A SAGA EXAUSTIVA DE SER TRAVESTI E MULHER TRANS NO PAÍS QUE MAIS NOS MATA.

29 de janeiro, Dia Nacional da Visibilidade Trans.



No dia 29 de janeiro de 2004, foi organizado, em Brasília, um ato nacional para o lançamento da campanha “Travesti e Respeito”. O ato foi um marco na história do movimento contra a transfobia e na luta por direitos. A data foi escolhida como o Dia Nacional da Visibilidade Trans.

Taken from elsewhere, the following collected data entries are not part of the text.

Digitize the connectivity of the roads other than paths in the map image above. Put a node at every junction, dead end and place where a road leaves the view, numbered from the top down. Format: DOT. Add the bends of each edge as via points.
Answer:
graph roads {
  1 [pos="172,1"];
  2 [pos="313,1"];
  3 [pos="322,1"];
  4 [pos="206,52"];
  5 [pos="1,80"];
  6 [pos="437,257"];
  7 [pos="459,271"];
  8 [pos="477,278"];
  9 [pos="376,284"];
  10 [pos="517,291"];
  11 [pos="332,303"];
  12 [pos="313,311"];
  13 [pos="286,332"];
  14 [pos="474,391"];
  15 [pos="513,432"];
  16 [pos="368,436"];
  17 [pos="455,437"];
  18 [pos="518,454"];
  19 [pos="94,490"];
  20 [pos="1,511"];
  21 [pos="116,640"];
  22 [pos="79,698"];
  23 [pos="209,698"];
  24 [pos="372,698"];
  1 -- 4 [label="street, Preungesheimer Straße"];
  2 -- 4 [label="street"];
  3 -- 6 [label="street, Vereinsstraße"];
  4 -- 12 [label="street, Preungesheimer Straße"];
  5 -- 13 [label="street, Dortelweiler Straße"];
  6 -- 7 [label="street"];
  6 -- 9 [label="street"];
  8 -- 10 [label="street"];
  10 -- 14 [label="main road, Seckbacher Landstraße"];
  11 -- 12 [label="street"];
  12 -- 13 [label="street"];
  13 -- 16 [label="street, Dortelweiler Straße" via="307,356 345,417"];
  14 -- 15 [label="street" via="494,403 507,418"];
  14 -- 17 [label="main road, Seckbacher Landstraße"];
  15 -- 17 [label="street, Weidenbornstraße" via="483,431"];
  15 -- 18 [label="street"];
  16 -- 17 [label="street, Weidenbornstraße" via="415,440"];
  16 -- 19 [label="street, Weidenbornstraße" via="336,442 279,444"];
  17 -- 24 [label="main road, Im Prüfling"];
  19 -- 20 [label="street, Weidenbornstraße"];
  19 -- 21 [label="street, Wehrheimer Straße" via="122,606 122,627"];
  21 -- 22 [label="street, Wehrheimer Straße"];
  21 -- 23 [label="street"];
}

Mas, primeiramente é preciso entender o significado de RESPEITO. O respeito é um dos valores mais importantes do ser humano e tem grande importância na interação social. O respeito impede que uma pessoa tenha atitudes reprováveis, autoritárias ou injustas em relação à outra.


Porém, infelizmente, vivemos num país onde praticar respeito, respeitar o próximo, ou até mesmo o simples ato de ser gentil é algo impraticável.

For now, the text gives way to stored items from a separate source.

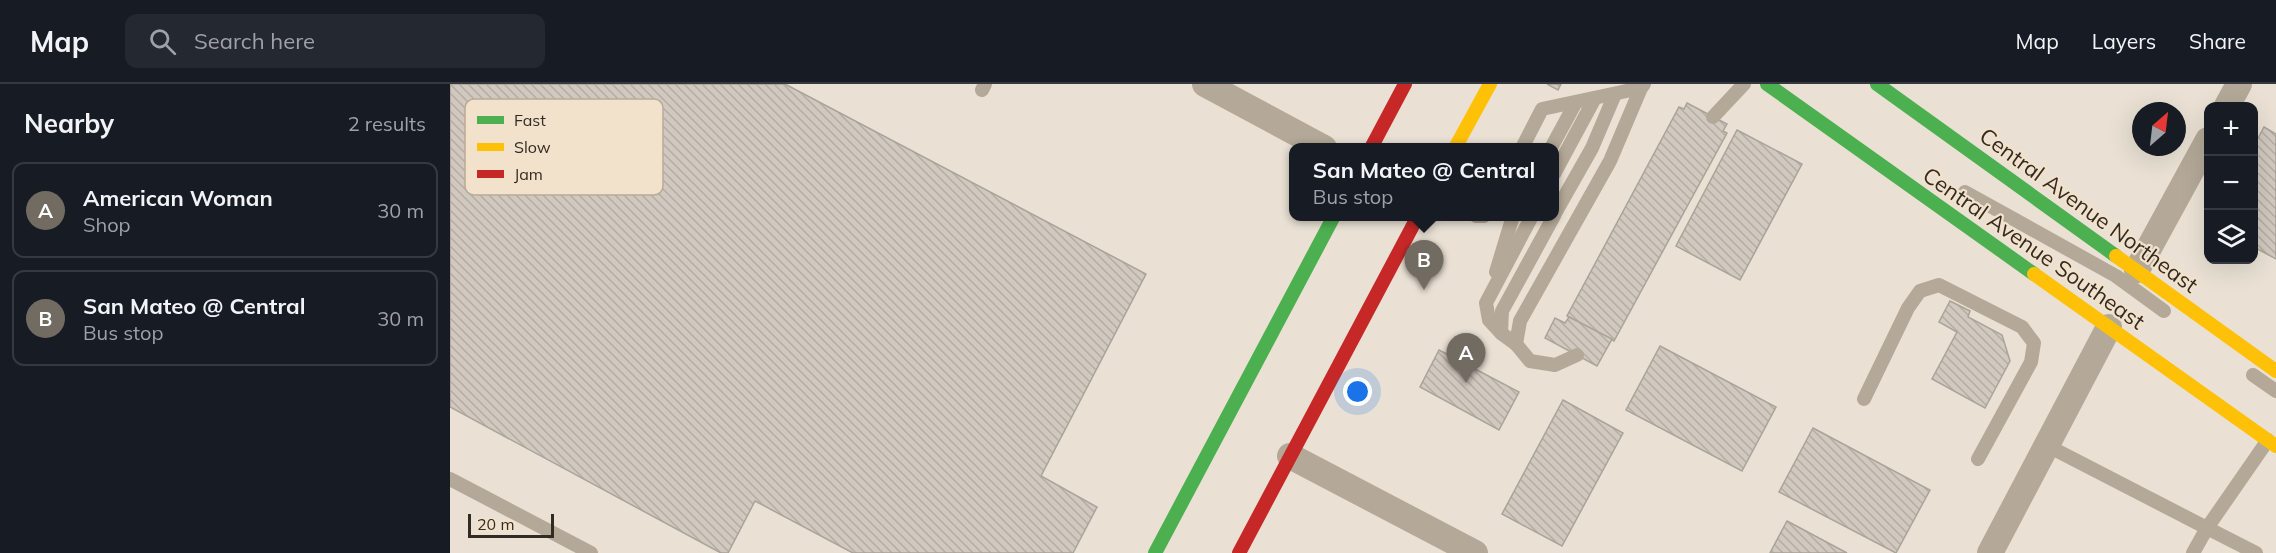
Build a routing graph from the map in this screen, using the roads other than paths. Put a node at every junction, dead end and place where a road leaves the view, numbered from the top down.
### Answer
1 (1205, 84) edge
2 (1405, 84) edge
3 (1490, 84) edge
4 (1743, 84) edge
5 (1767, 84) edge
6 (1877, 84) edge
7 (2239, 84) edge
8 (1643, 86) edge
9 (1615, 94) junction
10 (1595, 98) junction
11 (1576, 102) junction
12 (2229, 102) edge
13 (1713, 117) dead end
14 (1316, 143) edge
15 (1373, 143) edge
16 (1457, 143) edge
17 (1524, 143) edge
18 (1553, 143) edge
19 (2204, 147) edge
20 (1559, 165) edge
21 (1965, 192) dead end
22 (1559, 207) edge
23 (1331, 221) edge
24 (1415, 221) edge
25 (1511, 221) edge
26 (1529, 221) edge
27 (1551, 221) edge
28 (2137, 270) junction
29 (1486, 303) junction
30 (2172, 317) dead end
31 (2109, 327) junction
32 (1501, 333) junction
33 (1516, 344) junction
34 (1577, 355) dead end
35 (2238, 364) dead end
36 (2276, 371) edge
37 (2276, 391) edge
38 (1864, 399) dead end
39 (2272, 443) edge
40 (2046, 445) junction
41 (1290, 456) junction
42 (1978, 459) dead end
43 (450, 478) edge
44 (2206, 528) junction
45 (591, 553) edge
46 (1155, 553) edge
47 (1239, 553) edge
48 (1475, 553) edge
49 (1990, 553) edge
50 (2193, 553) edge
51 (2256, 553) edge

1 - 14 street
2 - 15 main road
3 - 16 main road
4 - 13 lane
5 - 31 main road, Central Avenue Southeast
6 - 28 main road, Central Avenue Northeast
7 - 12 street
8 - 9 lane
8 - 33 lane
9 - 10 lane
9 - 22 lane
10 - 11 lane
10 - 20 lane
11 - 17 lane
11 - 18 lane
19 - 28 street
21 - 30 lane, Central Avenue Southeast
23 - 46 main road
24 - 41 main road
25 - 29 lane
26 - 29 lane
27 - 32 lane
28 - 36 main road, Central Avenue Northeast
29 - 32 lane
31 - 39 main road, Central Avenue Southeast
31 - 40 street
32 - 33 lane
33 - 34 lane
35 - 37 lane
38 - 42 lane
39 - 44 lane
40 - 44 lane
40 - 49 street
41 - 47 main road
41 - 48 street
43 - 45 lane
44 - 50 lane
44 - 51 lane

Eu sou a Tyller Antunes, tenho 28 anos, sou atriz, cantora, professora de inglês e mulher trans vivendo em São Paulo capital. Adoraria celebrar o mês de janeiro e dia da visibilidade trans, com festas, grandes risos e abraçando amigas, amigos e amigues, mas nossa realidade não nos permite esse acalento, essa comemoração. Viver no país que pelo 13º ano consecutivo segue liderando o ranking de países que mais mata a população transexual, é viver com medo e precisar estar sempre atenta à tudo e à todos. É uma saga exaustiva por sobrevivência, respeito e pelo simples direito à vida.


Você, leitor, sente a necessidade de refletir sobre o simples fato de sair de casa? E quando sai, sente medo de não retornar ou nunca mais ver seus amigos, família, pessoas queridas ou seu pet? Para nossos corpos o alarme do medo e do perigo está sempre ligado! Eu vivo na periferia de São Paulo, compreendo que sou uma mulher trans branca e até passável muitas das vezes, e mesmo assim me vejo apavorada pelo fato de injustamente, por puro ódio, preconceito, alguém tirar minha vida pelo simples fato de ser quem sou. Ainda assim, precisamos prosseguir, continuar, trabalhar, ir ao mercado, ir ao médico, usar transporte público, etc., dentro de um país que não nos garante o mínimo de proteção e acolhimento. Me pego muitas vezes pensando nas mulheres trans e travestis pretas que existem no Brasil, e o quanto deve ser desgastante necessitar estar pronta para enfrentar tudo e todos, tendo em mente que a cisgeneridade não está pronta para os nossos corpos ou para quem somos e que as pessoas se esquecem que, antes de qualquer coisa, somos seres humanos.


Anualmente, a Associação Nacional de Travestis e Transexuais (ANTRA) divulga um relatório com a compilação dos assassinatos e demais formas de violência contra pessoas trans no Brasil durante o ano anterior. Foi divulgado que 89 pessoas trans foram mortas no brasil, isso somente no primeiro semestre do ano de 2021. E ainda houveram 33 tentativas de assassinatos e 27 violações de direitos humanos.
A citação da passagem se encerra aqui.